Task>
What follows is a set of records. Retype them exactly, leaving out the pictures.

Data>
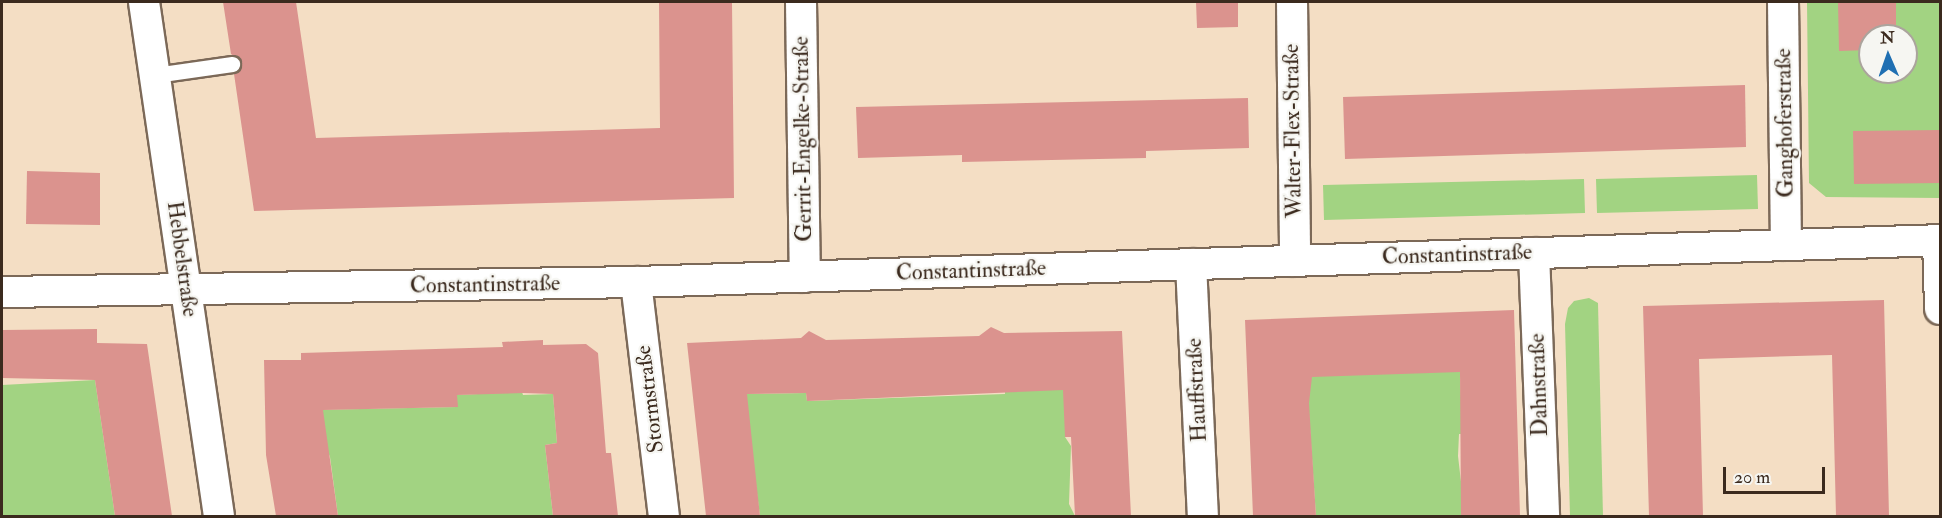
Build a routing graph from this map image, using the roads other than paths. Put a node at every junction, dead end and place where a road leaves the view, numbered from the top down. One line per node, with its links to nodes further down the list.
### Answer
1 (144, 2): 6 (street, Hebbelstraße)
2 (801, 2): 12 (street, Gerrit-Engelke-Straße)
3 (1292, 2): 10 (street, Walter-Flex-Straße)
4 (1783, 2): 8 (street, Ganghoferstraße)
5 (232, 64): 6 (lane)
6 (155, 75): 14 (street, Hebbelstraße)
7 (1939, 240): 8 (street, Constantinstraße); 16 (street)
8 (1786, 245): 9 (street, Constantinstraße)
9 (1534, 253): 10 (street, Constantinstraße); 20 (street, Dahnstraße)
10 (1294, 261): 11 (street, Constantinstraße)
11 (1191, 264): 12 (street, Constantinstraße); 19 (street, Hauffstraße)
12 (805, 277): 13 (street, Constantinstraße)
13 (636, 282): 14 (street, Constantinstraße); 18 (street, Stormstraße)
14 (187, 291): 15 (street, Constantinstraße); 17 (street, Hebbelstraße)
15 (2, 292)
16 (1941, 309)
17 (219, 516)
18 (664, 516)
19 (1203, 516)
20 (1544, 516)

Output>
Build a routing graph from this map image, using the roads other than paths. Put a node at every junction, dead end and place where a road leaves the view, numbered from the top down. One line per node, with its links to nodes further down the list.
### Answer
1 (144, 2): 6 (street, Hebbelstraße)
2 (801, 2): 12 (street, Gerrit-Engelke-Straße)
3 (1292, 2): 10 (street, Walter-Flex-Straße)
4 (1783, 2): 8 (street, Ganghoferstraße)
5 (232, 64): 6 (lane)
6 (155, 75): 14 (street, Hebbelstraße)
7 (1939, 240): 8 (street, Constantinstraße); 16 (street)
8 (1786, 245): 9 (street, Constantinstraße)
9 (1534, 253): 10 (street, Constantinstraße); 20 (street, Dahnstraße)
10 (1294, 261): 11 (street, Constantinstraße)
11 (1191, 264): 12 (street, Constantinstraße); 19 (street, Hauffstraße)
12 (805, 277): 13 (street, Constantinstraße)
13 (636, 282): 14 (street, Constantinstraße); 18 (street, Stormstraße)
14 (187, 291): 15 (street, Constantinstraße); 17 (street, Hebbelstraße)
15 (2, 292)
16 (1941, 309)
17 (219, 516)
18 (664, 516)
19 (1203, 516)
20 (1544, 516)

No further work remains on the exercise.